## Work required
For the data that follows, return each line unchanged and drop the pictures.

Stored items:
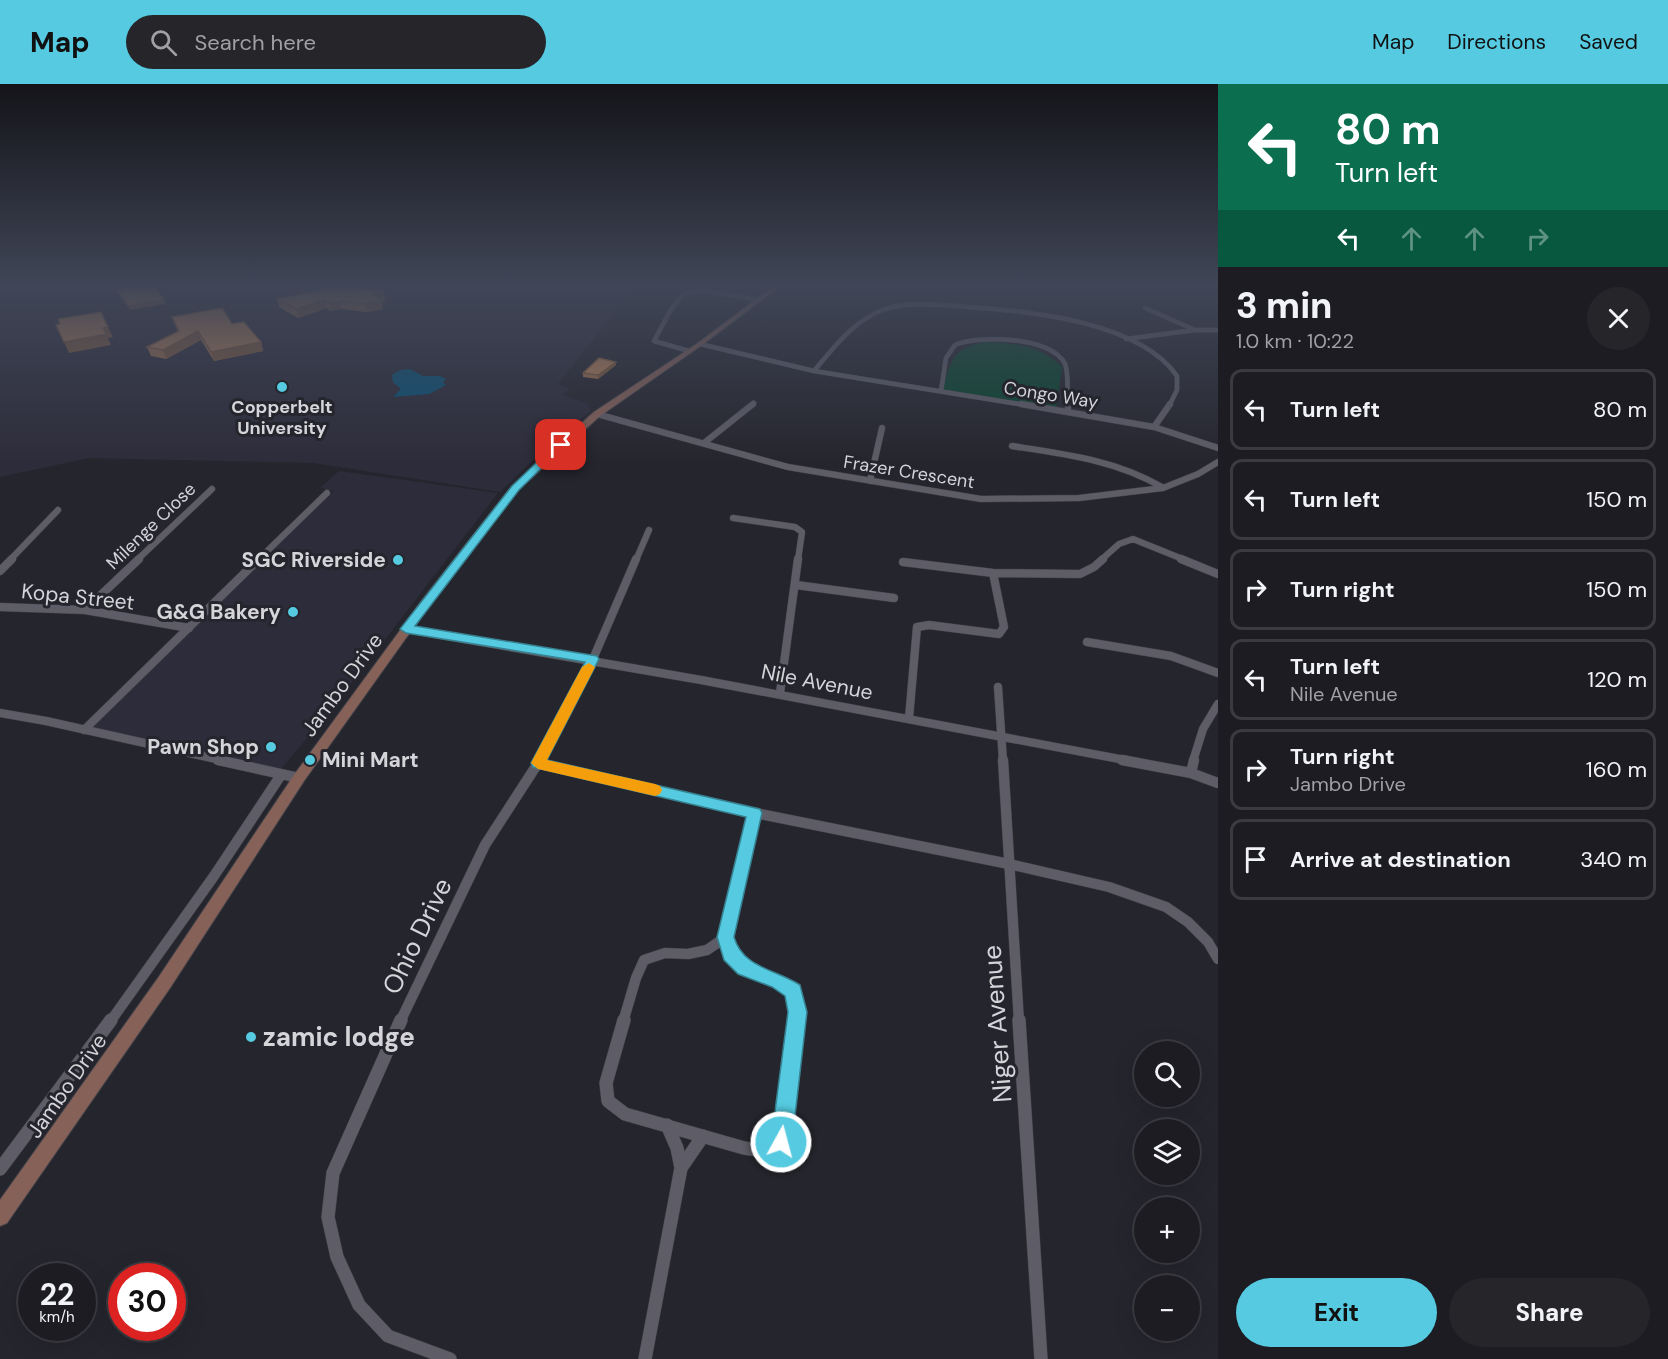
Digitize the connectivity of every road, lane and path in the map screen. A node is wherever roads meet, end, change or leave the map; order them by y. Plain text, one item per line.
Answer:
1 (668, 344) edge
2 (700, 344) edge
3 (702, 344) edge
4 (837, 344) edge
5 (957, 344) edge
6 (1029, 344) edge
7 (1134, 344) edge
8 (689, 351) junction
9 (814, 371) junction
10 (941, 391) junction
11 (754, 403) dead end
12 (1068, 411) junction
13 (597, 414) junction
14 (882, 428) dead end
15 (1154, 428) junction
16 (704, 443) junction
17 (1012, 446) dead end
18 (1218, 448) edge
19 (1218, 462) edge
20 (870, 481) junction
21 (1163, 488) junction
22 (212, 489) dead end
23 (327, 493) dead end
24 (58, 510) dead end
25 (733, 518) dead end
26 (649, 531) dead end
27 (903, 562) dead end
28 (0, 571) edge
29 (993, 573) junction
30 (1218, 574) edge
31 (796, 585) junction
32 (894, 598) dead end
33 (0, 606) edge
34 (86, 610) junction
35 (189, 628) junction
36 (406, 629) junction
37 (1087, 642) dead end
38 (593, 659) junction
39 (1218, 673) edge
40 (998, 687) dead end
41 (780, 693) junction
42 (1218, 704) edge
43 (4, 715) edge
44 (909, 718) junction
45 (0, 723) edge
46 (84, 730) junction
47 (1002, 737) junction
48 (538, 763) junction
49 (1191, 773) junction
50 (281, 775) junction
51 (299, 778) junction
52 (1218, 783) edge
53 (755, 813) junction
54 (1009, 864) junction
55 (726, 937) junction
56 (1218, 958) edge
57 (667, 1125) junction
58 (703, 1136) junction
59 (681, 1168) junction
60 (0, 1169) edge
61 (0, 1216) edge
62 (450, 1359) edge
63 (645, 1359) edge
64 (1041, 1359) edge

1 - 8 street
2 - 8 main road, Jambo Drive
3 - 9 street, Congo Way
4 - 9 street
5 - 10 street
6 - 12 street
7 - 15 street
8 - 13 main road, Jambo Drive
9 - 10 street, Congo Way
10 - 12 street, Congo Way
11 - 16 street
12 - 15 street, Congo Way
13 - 16 street, Frazer Crescent
13 - 36 main road, Jambo Drive
14 - 20 street
15 - 18 street, Congo Way
16 - 20 street, Frazer Crescent
17 - 21 street
19 - 21 street, Frazer Crescent
20 - 21 street, Frazer Crescent
22 - 34 street, Milenge Close
23 - 35 street
24 - 28 street
25 - 31 street
26 - 38 street, Ohio Drive
27 - 29 street
29 - 30 street
29 - 44 street
31 - 32 street
31 - 41 street
33 - 34 street, Kopa Street
34 - 35 street, Kopa Street
35 - 46 street
36 - 38 street, Nile Avenue
36 - 51 main road, Jambo Drive
37 - 39 street
38 - 41 street, Nile Avenue
38 - 48 street, Ohio Drive
40 - 47 street, Niger Avenue
41 - 44 street, Nile Avenue
42 - 49 street
43 - 45 street
43 - 46 street
44 - 47 street, Nile Avenue
46 - 50 street
47 - 49 street, Nile Avenue
47 - 54 street, Niger Avenue
48 - 53 street
48 - 62 street, Ohio Drive
49 - 52 street, Nile Avenue
50 - 51 street
50 - 60 street, Jambo Drive
51 - 61 main road, Jambo Drive
53 - 54 street
53 - 55 street
54 - 56 street
54 - 64 street, Niger Avenue
55 - 57 street
55 - 58 street
57 - 58 street
57 - 59 street
58 - 59 street
59 - 63 street

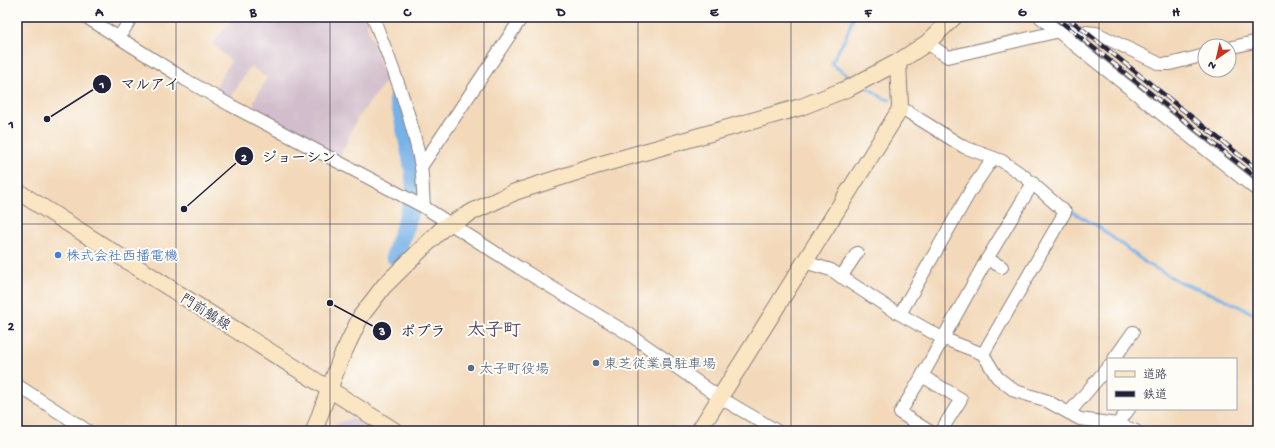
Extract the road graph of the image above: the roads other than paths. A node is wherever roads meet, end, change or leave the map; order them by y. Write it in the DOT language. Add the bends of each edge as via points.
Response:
graph roads {
  1 [pos="86,17"];
  2 [pos="132,17"];
  3 [pos="374,17"];
  4 [pos="522,17"];
  5 [pos="954,17"];
  6 [pos="1040,17"];
  7 [pos="1058,30"];
  8 [pos="119,37"];
  9 [pos="1258,41"];
  10 [pos="927,43"];
  11 [pos="1237,46"];
  12 [pos="1197,57"];
  13 [pos="898,62"];
  14 [pos="900,107"];
  15 [pos="993,158"];
  16 [pos="421,168"];
  17 [pos="1033,183"];
  18 [pos="17,191"];
  19 [pos="1258,191"];
  20 [pos="417,204"];
  21 [pos="450,224"];
  22 [pos="857,253"];
  23 [pos="987,259"];
  24 [pos="805,260"];
  25 [pos="1002,267"];
  26 [pos="841,277"];
  27 [pos="900,314"];
  28 [pos="1133,332"];
  29 [pos="942,338"];
  30 [pos="983,354"];
  31 [pos="1115,358"];
  32 [pos="1107,368"];
  33 [pos="922,376"];
  34 [pos="17,385"];
  35 [pos="330,390"];
  36 [pos="719,397"];
  37 [pos="1128,410"];
  38 [pos="1069,413"];
  39 [pos="1115,427"];
  40 [pos="88,431"];
  41 [pos="314,431"];
  42 [pos="395,431"];
  43 [pos="699,431"];
  44 [pos="777,431"];
  45 [pos="929,431"];
  46 [pos="941,431"];
  47 [pos="1136,431"];
  1 -- 8 [label="street"];
  2 -- 8 [label="street"];
  3 -- 16 [label="street" via="410,122"];
  4 -- 16 [label="street"];
  5 -- 10 [label="street"];
  6 -- 7 [label="street"];
  7 -- 10 [label="street" via="948,57"];
  7 -- 12 [label="street" via="1096,33 1160,64"];
  7 -- 19 [label="street"];
  8 -- 20 [label="street" via="230,105"];
  9 -- 11 [label="street"];
  10 -- 13 [label="street"];
  13 -- 14 [label="street"];
  13 -- 21 [label="street" via="849,88 801,107 614,160 515,192"];
  14 -- 15 [label="street" via="964,147"];
  14 -- 24 [label="street"];
  15 -- 17 [label="street" via="1002,161"];
  15 -- 27 [label="street" via="971,190"];
  16 -- 20 [label="street"];
  17 -- 23 [label="street"];
  17 -- 30 [label="street" via="1065,212"];
  18 -- 35 [label="street, 門前鵤線"];
  20 -- 21 [label="street"];
  21 -- 35 [label="street" via="384,286 361,316 340,360"];
  21 -- 36 [label="street" via="629,334"];
  22 -- 26 [label="street"];
  23 -- 25 [label="street"];
  23 -- 29 [label="street"];
  24 -- 26 [label="street" via="831,270"];
  24 -- 36 [label="street"];
  26 -- 27 [label="street"];
  27 -- 29 [label="street"];
  28 -- 31 [label="street"];
  29 -- 30 [label="street"];
  29 -- 33 [label="street"];
  30 -- 38 [label="street" via="997,377 1015,391 1045,400"];
  32 -- 38 [label="street"];
  33 -- 45 [label="street" via="900,413"];
  33 -- 46 [label="street" via="961,399"];
  34 -- 40 [label="street"];
  35 -- 41 [label="street"];
  35 -- 42 [label="street, 門前鵤線"];
  36 -- 43 [label="street"];
  36 -- 44 [label="street"];
  37 -- 39 [label="street"];
  38 -- 39 [label="street" via="1080,419"];
  39 -- 47 [label="street"];
}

## Task answer
Digitize the connectivity of every road, lane and path in the map screen. A node is wherever roads meet, end, change or leave the map; order them by y. Plain text, one item per line.
Answer:
1 (668, 344) edge
2 (700, 344) edge
3 (702, 344) edge
4 (837, 344) edge
5 (957, 344) edge
6 (1029, 344) edge
7 (1134, 344) edge
8 (689, 351) junction
9 (814, 371) junction
10 (941, 391) junction
11 (754, 403) dead end
12 (1068, 411) junction
13 (597, 414) junction
14 (882, 428) dead end
15 (1154, 428) junction
16 (704, 443) junction
17 (1012, 446) dead end
18 (1218, 448) edge
19 (1218, 462) edge
20 (870, 481) junction
21 (1163, 488) junction
22 (212, 489) dead end
23 (327, 493) dead end
24 (58, 510) dead end
25 (733, 518) dead end
26 (649, 531) dead end
27 (903, 562) dead end
28 (0, 571) edge
29 (993, 573) junction
30 (1218, 574) edge
31 (796, 585) junction
32 (894, 598) dead end
33 (0, 606) edge
34 (86, 610) junction
35 (189, 628) junction
36 (406, 629) junction
37 (1087, 642) dead end
38 (593, 659) junction
39 (1218, 673) edge
40 (998, 687) dead end
41 (780, 693) junction
42 (1218, 704) edge
43 (4, 715) edge
44 (909, 718) junction
45 (0, 723) edge
46 (84, 730) junction
47 (1002, 737) junction
48 (538, 763) junction
49 (1191, 773) junction
50 (281, 775) junction
51 (299, 778) junction
52 (1218, 783) edge
53 (755, 813) junction
54 (1009, 864) junction
55 (726, 937) junction
56 (1218, 958) edge
57 (667, 1125) junction
58 (703, 1136) junction
59 (681, 1168) junction
60 (0, 1169) edge
61 (0, 1216) edge
62 (450, 1359) edge
63 (645, 1359) edge
64 (1041, 1359) edge

1 - 8 street
2 - 8 main road, Jambo Drive
3 - 9 street, Congo Way
4 - 9 street
5 - 10 street
6 - 12 street
7 - 15 street
8 - 13 main road, Jambo Drive
9 - 10 street, Congo Way
10 - 12 street, Congo Way
11 - 16 street
12 - 15 street, Congo Way
13 - 16 street, Frazer Crescent
13 - 36 main road, Jambo Drive
14 - 20 street
15 - 18 street, Congo Way
16 - 20 street, Frazer Crescent
17 - 21 street
19 - 21 street, Frazer Crescent
20 - 21 street, Frazer Crescent
22 - 34 street, Milenge Close
23 - 35 street
24 - 28 street
25 - 31 street
26 - 38 street, Ohio Drive
27 - 29 street
29 - 30 street
29 - 44 street
31 - 32 street
31 - 41 street
33 - 34 street, Kopa Street
34 - 35 street, Kopa Street
35 - 46 street
36 - 38 street, Nile Avenue
36 - 51 main road, Jambo Drive
37 - 39 street
38 - 41 street, Nile Avenue
38 - 48 street, Ohio Drive
40 - 47 street, Niger Avenue
41 - 44 street, Nile Avenue
42 - 49 street
43 - 45 street
43 - 46 street
44 - 47 street, Nile Avenue
46 - 50 street
47 - 49 street, Nile Avenue
47 - 54 street, Niger Avenue
48 - 53 street
48 - 62 street, Ohio Drive
49 - 52 street, Nile Avenue
50 - 51 street
50 - 60 street, Jambo Drive
51 - 61 main road, Jambo Drive
53 - 54 street
53 - 55 street
54 - 56 street
54 - 64 street, Niger Avenue
55 - 57 street
55 - 58 street
57 - 58 street
57 - 59 street
58 - 59 street
59 - 63 street

Extract the road graph of the image above: the roads other than paths. A node is wherever roads meet, end, change or leave the map; order them by y. Write it in the DOT language. Add the bends of each edge as via points.
Response:
graph roads {
  1 [pos="86,17"];
  2 [pos="132,17"];
  3 [pos="374,17"];
  4 [pos="522,17"];
  5 [pos="954,17"];
  6 [pos="1040,17"];
  7 [pos="1058,30"];
  8 [pos="119,37"];
  9 [pos="1258,41"];
  10 [pos="927,43"];
  11 [pos="1237,46"];
  12 [pos="1197,57"];
  13 [pos="898,62"];
  14 [pos="900,107"];
  15 [pos="993,158"];
  16 [pos="421,168"];
  17 [pos="1033,183"];
  18 [pos="17,191"];
  19 [pos="1258,191"];
  20 [pos="417,204"];
  21 [pos="450,224"];
  22 [pos="857,253"];
  23 [pos="987,259"];
  24 [pos="805,260"];
  25 [pos="1002,267"];
  26 [pos="841,277"];
  27 [pos="900,314"];
  28 [pos="1133,332"];
  29 [pos="942,338"];
  30 [pos="983,354"];
  31 [pos="1115,358"];
  32 [pos="1107,368"];
  33 [pos="922,376"];
  34 [pos="17,385"];
  35 [pos="330,390"];
  36 [pos="719,397"];
  37 [pos="1128,410"];
  38 [pos="1069,413"];
  39 [pos="1115,427"];
  40 [pos="88,431"];
  41 [pos="314,431"];
  42 [pos="395,431"];
  43 [pos="699,431"];
  44 [pos="777,431"];
  45 [pos="929,431"];
  46 [pos="941,431"];
  47 [pos="1136,431"];
  1 -- 8 [label="street"];
  2 -- 8 [label="street"];
  3 -- 16 [label="street" via="410,122"];
  4 -- 16 [label="street"];
  5 -- 10 [label="street"];
  6 -- 7 [label="street"];
  7 -- 10 [label="street" via="948,57"];
  7 -- 12 [label="street" via="1096,33 1160,64"];
  7 -- 19 [label="street"];
  8 -- 20 [label="street" via="230,105"];
  9 -- 11 [label="street"];
  10 -- 13 [label="street"];
  13 -- 14 [label="street"];
  13 -- 21 [label="street" via="849,88 801,107 614,160 515,192"];
  14 -- 15 [label="street" via="964,147"];
  14 -- 24 [label="street"];
  15 -- 17 [label="street" via="1002,161"];
  15 -- 27 [label="street" via="971,190"];
  16 -- 20 [label="street"];
  17 -- 23 [label="street"];
  17 -- 30 [label="street" via="1065,212"];
  18 -- 35 [label="street, 門前鵤線"];
  20 -- 21 [label="street"];
  21 -- 35 [label="street" via="384,286 361,316 340,360"];
  21 -- 36 [label="street" via="629,334"];
  22 -- 26 [label="street"];
  23 -- 25 [label="street"];
  23 -- 29 [label="street"];
  24 -- 26 [label="street" via="831,270"];
  24 -- 36 [label="street"];
  26 -- 27 [label="street"];
  27 -- 29 [label="street"];
  28 -- 31 [label="street"];
  29 -- 30 [label="street"];
  29 -- 33 [label="street"];
  30 -- 38 [label="street" via="997,377 1015,391 1045,400"];
  32 -- 38 [label="street"];
  33 -- 45 [label="street" via="900,413"];
  33 -- 46 [label="street" via="961,399"];
  34 -- 40 [label="street"];
  35 -- 41 [label="street"];
  35 -- 42 [label="street, 門前鵤線"];
  36 -- 43 [label="street"];
  36 -- 44 [label="street"];
  37 -- 39 [label="street"];
  38 -- 39 [label="street" via="1080,419"];
  39 -- 47 [label="street"];
}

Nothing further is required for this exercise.